# Worth $400? (Grizzly 16" BS)



## Buckethead (Apr 14, 2013)

Seems like quite a deal on CL. (Which seem rare these days)

I don't really have room, and am saving my pennies for a more fundamental shop beginning (SawStop) but I might be convinced that this (seemingly older) Grizzly Band Saw is too good a deal to pass on.

Maybe this saw is intended for a machine shop rather than wood shop?









$400


----------



## PurpLev (May 30, 2008)

looks good to me


----------



## Buckethead (Apr 14, 2013)

I called the guy. It looks like this wont be a quick 'come and get it" type deal, which actually pleases me. We set up a tentative meeting on Friday to check it out.

So here's what I would like feedback on: does anyone recognize the model? The apparatus at the front of the table? Rewsaw capacity? (It looks rather minimal considering the size of this saw)

He says it works, and was not his, a friend had him storing it through a divorce a few years back and has since abandoned it to him, (with permission to sell, according to the seller) so the seller actually knows nothing about the tool.

I hear much praise for Grizzly products and sevices here, and would appreciate any I insights as to what I should look for.

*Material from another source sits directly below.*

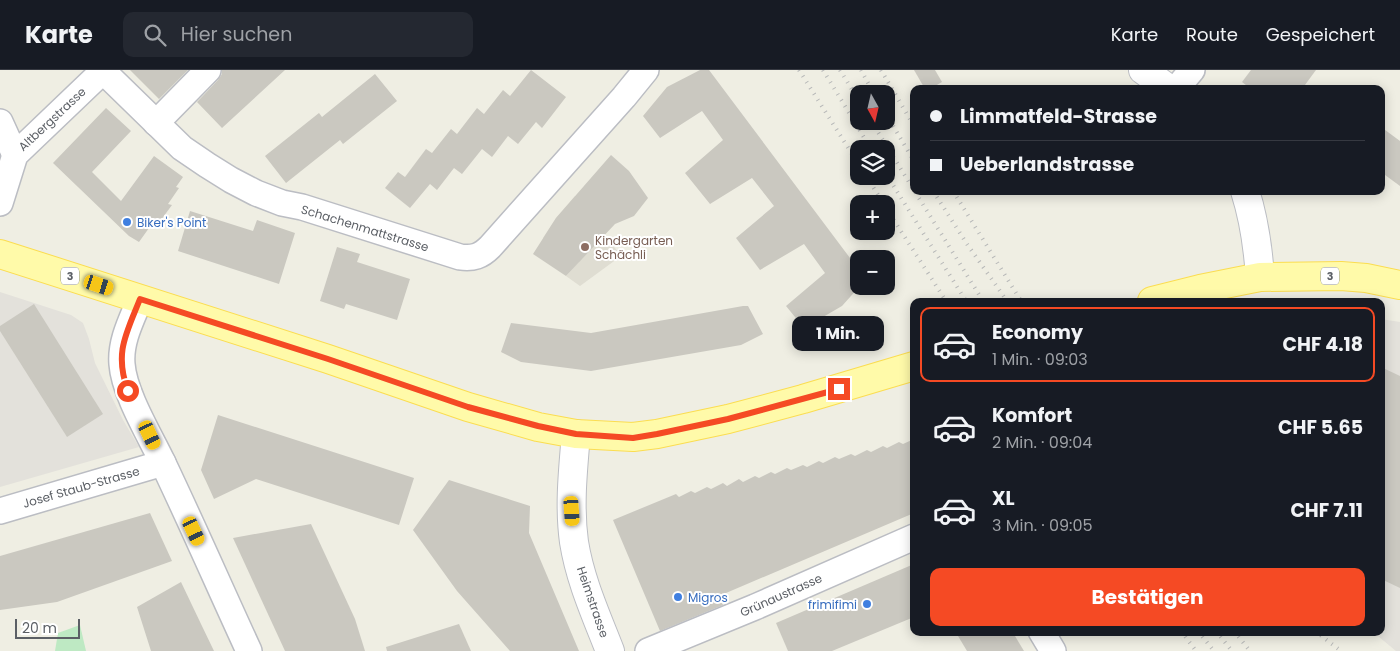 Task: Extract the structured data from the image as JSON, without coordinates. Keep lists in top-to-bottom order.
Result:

I must say, I am feeling excited. I do have a table saw, which I did tune up to the degree of usability, so I could conceivably build the Hutch my wife wants if I bought this saw.


----------



## Charlie5791 (Feb 21, 2012)

Send the photo to Grizzly. They can identify it and give you specs and maybe even point you to a manual.


----------



## ssnvet (Jan 10, 2012)

if it sat with tension on the blade for a long time… you may have flat spots on the tires…

you definitely want to turn it on and see it run, and note any excessive vibration


----------



## Loren (May 30, 2008)

I think that saw is based on the General 490, which is
one of the finer band saws ever made in that general
size class.


----------



## Buckethead (Apr 14, 2013)

Thanks guys. I took the advice to contact Grizzly. Nice people!

I await the response from the tech support department.

I see lots of band saws for reasonable prices there too, but this one looks beefy and in the class of the more expensive. I'm thinking I'm going to pull the trigger here. Maybe offer 300 and settle at 350.


----------



## fge (Sep 8, 2008)

Rule I go by is to "just go ahead buy the machine and just figure it all out later…". Is it good or bad, who knows? That's what I did when I paid 75.00 for our PM 20" bandsaw.


----------



## Loren (May 30, 2008)




----------



## Buckethead (Apr 14, 2013)

I lol'd. It does resemble Gumby.


----------



## LeeBarker (Aug 6, 2010)

I have a similar saw, Buckethead. Mine is older, not the "Z series" and fewer labels. In fact, it has no model number on it at all. (How early is it? Well, the front rail for the fence was full width, so there was no way to get the fence on inside the blade. A hacksaw fixed that. I'm sure subsequent models overcame this embarrassing oversight.)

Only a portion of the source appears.